Problem details. In the entries that follow, find each line with the word "content" and copy it.

Provided material.
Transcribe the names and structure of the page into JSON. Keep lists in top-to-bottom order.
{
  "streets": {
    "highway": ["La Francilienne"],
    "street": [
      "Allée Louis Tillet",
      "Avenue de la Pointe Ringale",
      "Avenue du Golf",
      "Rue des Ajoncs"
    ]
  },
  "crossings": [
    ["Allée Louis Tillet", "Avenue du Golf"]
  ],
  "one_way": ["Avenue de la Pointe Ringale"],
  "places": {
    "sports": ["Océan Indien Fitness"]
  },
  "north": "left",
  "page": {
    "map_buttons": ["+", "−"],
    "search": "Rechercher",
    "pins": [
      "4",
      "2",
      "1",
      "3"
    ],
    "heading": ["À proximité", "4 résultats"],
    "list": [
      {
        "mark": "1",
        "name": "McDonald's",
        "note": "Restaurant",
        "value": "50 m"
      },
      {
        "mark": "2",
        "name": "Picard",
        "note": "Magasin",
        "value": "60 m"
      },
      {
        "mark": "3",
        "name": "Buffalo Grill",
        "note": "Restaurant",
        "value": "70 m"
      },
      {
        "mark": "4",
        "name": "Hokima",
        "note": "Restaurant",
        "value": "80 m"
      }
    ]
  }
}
* * *
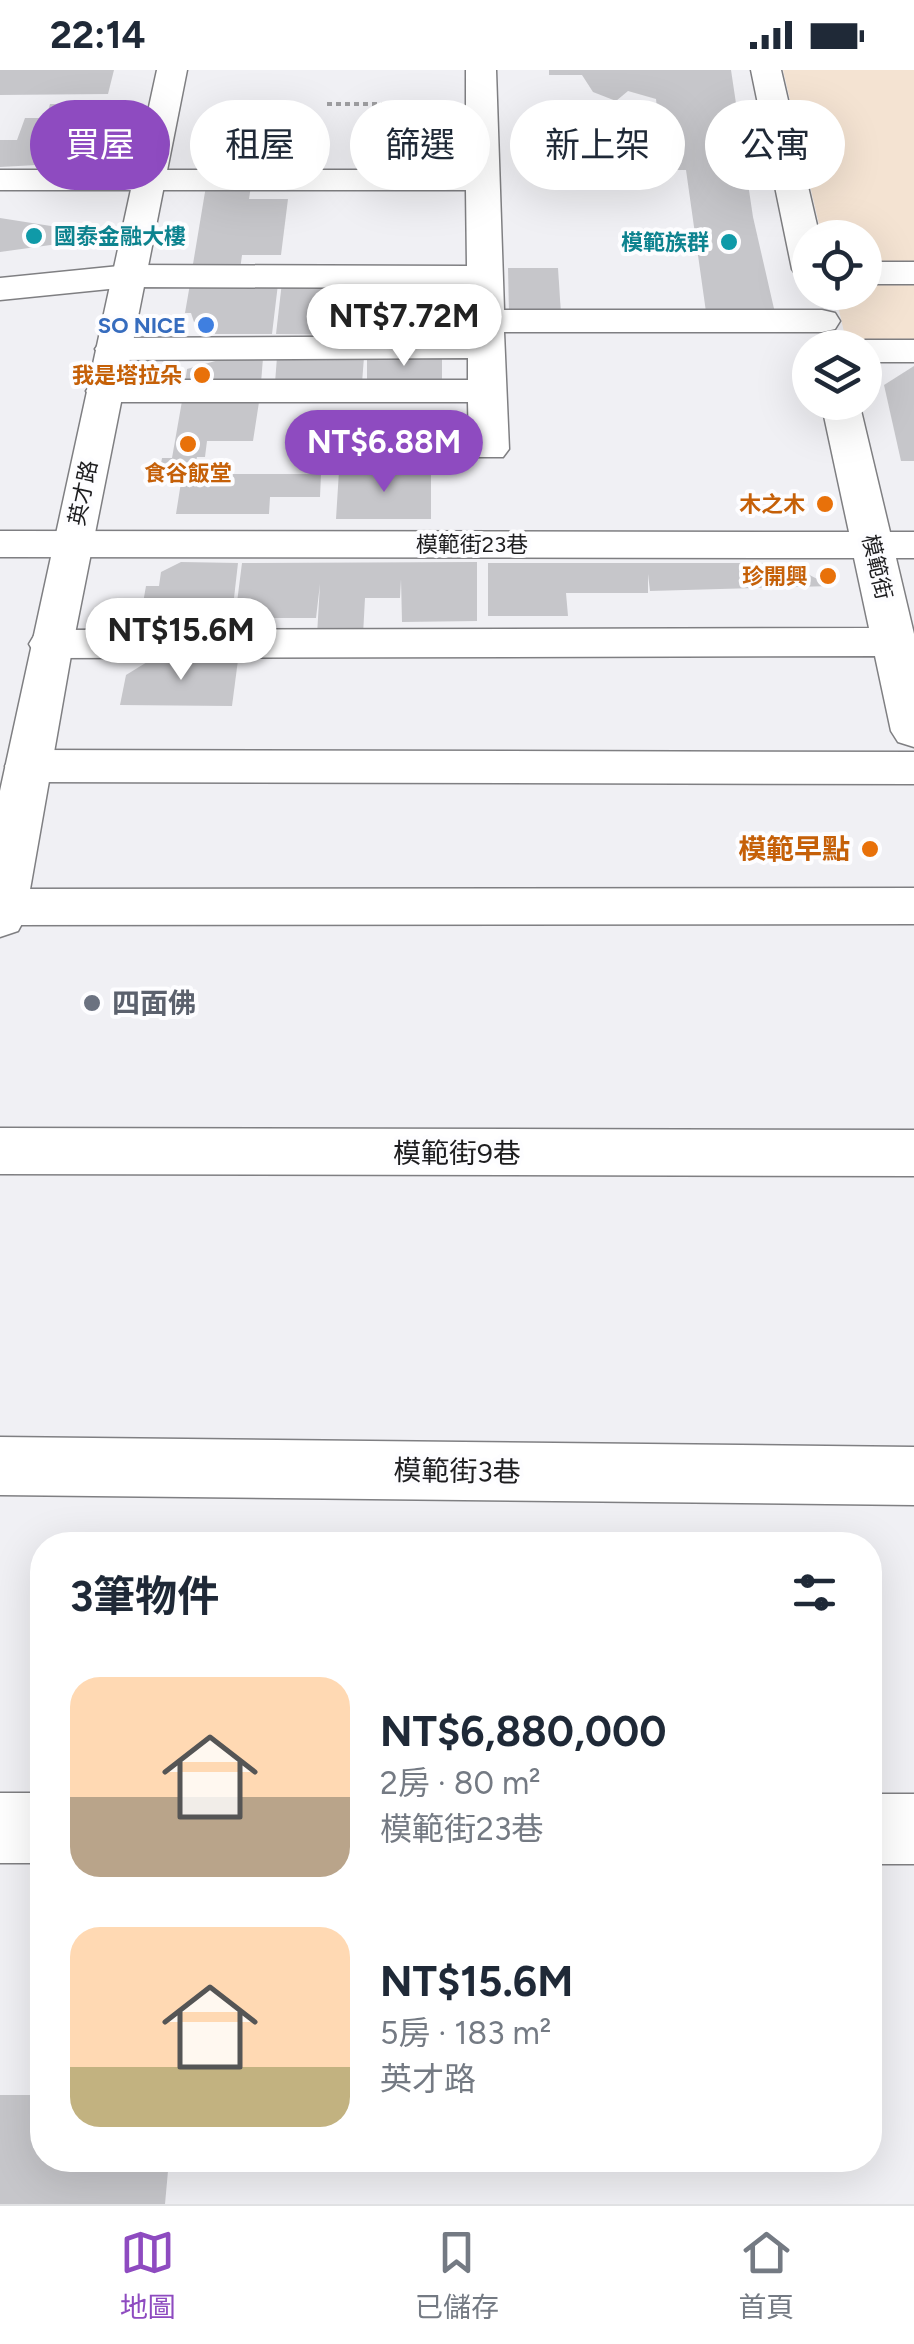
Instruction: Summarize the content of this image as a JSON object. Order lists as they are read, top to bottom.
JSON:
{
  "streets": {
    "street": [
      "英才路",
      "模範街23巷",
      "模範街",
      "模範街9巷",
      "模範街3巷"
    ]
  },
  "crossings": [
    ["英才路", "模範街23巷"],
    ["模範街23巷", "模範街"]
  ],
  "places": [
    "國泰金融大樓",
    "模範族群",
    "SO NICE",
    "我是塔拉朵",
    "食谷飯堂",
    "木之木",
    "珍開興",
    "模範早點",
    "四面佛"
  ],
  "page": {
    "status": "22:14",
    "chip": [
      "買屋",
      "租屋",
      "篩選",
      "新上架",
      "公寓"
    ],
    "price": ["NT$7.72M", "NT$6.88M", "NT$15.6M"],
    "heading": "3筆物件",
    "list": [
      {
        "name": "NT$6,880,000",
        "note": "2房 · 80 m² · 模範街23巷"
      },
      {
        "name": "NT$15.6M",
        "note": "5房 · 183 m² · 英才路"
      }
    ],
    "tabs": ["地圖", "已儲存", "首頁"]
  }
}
==
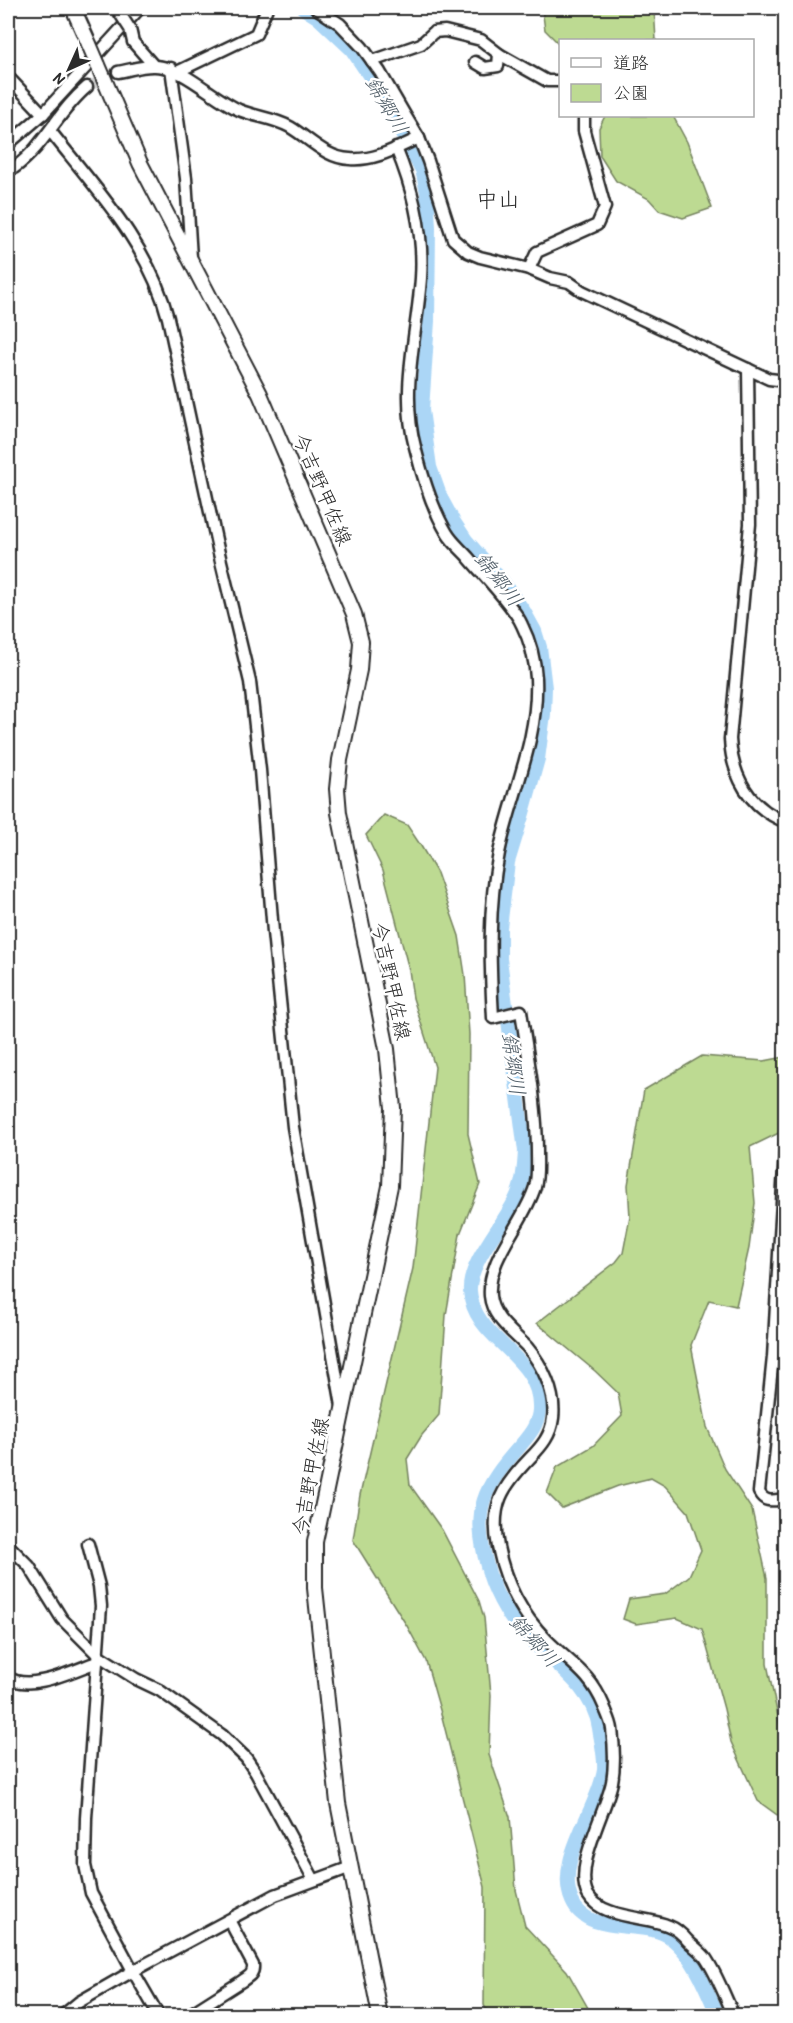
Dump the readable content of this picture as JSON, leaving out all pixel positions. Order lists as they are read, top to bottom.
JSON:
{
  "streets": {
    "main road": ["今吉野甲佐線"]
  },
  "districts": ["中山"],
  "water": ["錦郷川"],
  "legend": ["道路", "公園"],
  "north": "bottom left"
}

Task response.
Instruction: Summarize the content of this image as a JSON object. Order lists as they are read, top to bottom.
Dump the readable content of this picture as JSON, leaving out all pixel positions. Order lists as they are read, top to bottom.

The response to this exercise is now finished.